╔══

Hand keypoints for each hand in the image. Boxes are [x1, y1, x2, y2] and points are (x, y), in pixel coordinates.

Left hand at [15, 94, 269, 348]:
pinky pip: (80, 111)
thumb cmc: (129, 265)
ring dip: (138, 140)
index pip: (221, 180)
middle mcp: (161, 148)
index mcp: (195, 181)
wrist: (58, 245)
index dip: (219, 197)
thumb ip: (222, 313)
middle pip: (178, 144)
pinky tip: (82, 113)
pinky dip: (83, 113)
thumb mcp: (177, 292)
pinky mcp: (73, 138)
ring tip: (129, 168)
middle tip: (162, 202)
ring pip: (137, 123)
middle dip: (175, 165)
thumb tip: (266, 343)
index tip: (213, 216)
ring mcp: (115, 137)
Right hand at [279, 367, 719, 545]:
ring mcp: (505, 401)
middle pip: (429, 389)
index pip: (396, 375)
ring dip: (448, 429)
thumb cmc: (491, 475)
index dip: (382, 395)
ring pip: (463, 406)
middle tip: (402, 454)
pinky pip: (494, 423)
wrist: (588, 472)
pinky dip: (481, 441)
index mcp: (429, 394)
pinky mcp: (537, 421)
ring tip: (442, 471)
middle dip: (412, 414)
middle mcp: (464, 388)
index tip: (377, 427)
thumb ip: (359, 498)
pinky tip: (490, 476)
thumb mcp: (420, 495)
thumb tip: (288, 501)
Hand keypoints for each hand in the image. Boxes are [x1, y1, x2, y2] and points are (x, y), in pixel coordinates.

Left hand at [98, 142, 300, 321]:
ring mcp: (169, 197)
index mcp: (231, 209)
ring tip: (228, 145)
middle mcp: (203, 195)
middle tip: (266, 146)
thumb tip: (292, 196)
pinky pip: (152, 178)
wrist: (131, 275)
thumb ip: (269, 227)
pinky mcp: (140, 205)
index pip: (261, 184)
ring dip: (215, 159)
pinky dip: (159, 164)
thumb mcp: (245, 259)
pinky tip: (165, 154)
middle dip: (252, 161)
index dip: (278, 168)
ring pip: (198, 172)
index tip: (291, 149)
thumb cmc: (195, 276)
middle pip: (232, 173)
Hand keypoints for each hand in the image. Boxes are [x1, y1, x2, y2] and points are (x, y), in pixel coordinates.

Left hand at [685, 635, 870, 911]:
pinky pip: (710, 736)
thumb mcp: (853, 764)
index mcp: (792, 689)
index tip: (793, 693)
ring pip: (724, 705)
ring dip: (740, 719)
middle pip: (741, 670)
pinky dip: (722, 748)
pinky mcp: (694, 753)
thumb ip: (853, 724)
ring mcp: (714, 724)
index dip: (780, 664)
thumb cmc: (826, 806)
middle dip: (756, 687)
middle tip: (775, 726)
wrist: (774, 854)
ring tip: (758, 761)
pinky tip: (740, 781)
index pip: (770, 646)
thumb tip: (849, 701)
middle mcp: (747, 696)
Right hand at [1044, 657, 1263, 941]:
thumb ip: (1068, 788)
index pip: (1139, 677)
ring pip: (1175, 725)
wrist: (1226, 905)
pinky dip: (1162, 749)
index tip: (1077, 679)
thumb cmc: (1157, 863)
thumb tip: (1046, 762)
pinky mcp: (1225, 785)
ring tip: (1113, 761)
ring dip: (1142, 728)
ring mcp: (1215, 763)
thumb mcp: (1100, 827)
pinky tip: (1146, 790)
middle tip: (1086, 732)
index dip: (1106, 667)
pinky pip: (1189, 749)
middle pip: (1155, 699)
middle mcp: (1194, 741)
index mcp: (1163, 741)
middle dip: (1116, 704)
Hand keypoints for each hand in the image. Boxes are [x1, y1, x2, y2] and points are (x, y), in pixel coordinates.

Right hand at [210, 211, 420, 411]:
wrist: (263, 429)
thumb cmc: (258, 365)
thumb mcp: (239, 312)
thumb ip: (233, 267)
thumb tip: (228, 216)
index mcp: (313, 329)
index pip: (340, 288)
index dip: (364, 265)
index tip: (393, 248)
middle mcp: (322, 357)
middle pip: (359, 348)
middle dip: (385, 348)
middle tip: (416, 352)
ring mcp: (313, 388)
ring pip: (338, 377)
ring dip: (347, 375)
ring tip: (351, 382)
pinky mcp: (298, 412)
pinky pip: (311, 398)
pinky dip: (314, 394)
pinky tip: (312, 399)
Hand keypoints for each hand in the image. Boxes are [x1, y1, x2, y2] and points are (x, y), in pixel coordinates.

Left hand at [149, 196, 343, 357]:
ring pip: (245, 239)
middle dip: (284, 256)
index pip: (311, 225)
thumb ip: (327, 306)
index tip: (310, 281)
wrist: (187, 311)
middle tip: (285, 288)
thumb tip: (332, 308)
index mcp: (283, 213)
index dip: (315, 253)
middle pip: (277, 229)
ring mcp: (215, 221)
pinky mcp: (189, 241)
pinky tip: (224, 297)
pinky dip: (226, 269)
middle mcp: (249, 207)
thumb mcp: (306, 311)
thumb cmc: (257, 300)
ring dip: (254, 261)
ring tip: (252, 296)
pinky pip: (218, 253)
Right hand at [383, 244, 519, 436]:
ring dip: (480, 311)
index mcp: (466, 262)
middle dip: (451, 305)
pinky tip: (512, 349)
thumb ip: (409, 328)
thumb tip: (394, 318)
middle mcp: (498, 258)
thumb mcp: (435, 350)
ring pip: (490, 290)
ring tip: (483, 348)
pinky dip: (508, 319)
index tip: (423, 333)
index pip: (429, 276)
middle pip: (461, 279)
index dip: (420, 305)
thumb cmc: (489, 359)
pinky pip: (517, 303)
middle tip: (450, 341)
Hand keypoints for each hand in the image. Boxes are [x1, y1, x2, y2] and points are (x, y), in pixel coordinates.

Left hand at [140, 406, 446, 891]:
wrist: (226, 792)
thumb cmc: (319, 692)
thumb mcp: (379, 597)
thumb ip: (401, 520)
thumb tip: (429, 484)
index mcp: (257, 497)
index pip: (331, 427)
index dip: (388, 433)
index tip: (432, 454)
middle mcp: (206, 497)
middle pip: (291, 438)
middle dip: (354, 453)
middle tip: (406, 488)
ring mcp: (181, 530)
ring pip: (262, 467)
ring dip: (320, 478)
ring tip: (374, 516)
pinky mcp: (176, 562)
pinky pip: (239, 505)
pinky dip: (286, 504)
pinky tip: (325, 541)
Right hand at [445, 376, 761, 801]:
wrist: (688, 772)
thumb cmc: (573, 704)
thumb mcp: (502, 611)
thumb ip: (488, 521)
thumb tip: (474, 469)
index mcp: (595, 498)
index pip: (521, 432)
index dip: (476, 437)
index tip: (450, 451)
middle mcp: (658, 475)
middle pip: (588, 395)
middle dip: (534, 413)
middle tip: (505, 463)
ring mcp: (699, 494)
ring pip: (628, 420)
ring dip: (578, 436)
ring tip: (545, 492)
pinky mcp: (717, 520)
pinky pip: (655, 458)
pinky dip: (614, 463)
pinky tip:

╚══

* Task details: Check each line of the data above for the word "Left" and copy the ones where it is found.

* Finished task:
Left hand at [15, 94, 269, 348]:
Left hand at [98, 142, 300, 321]:
Left hand at [685, 635, 870, 911]:
Left hand at [149, 196, 343, 357]:
Left hand at [140, 406, 446, 891]:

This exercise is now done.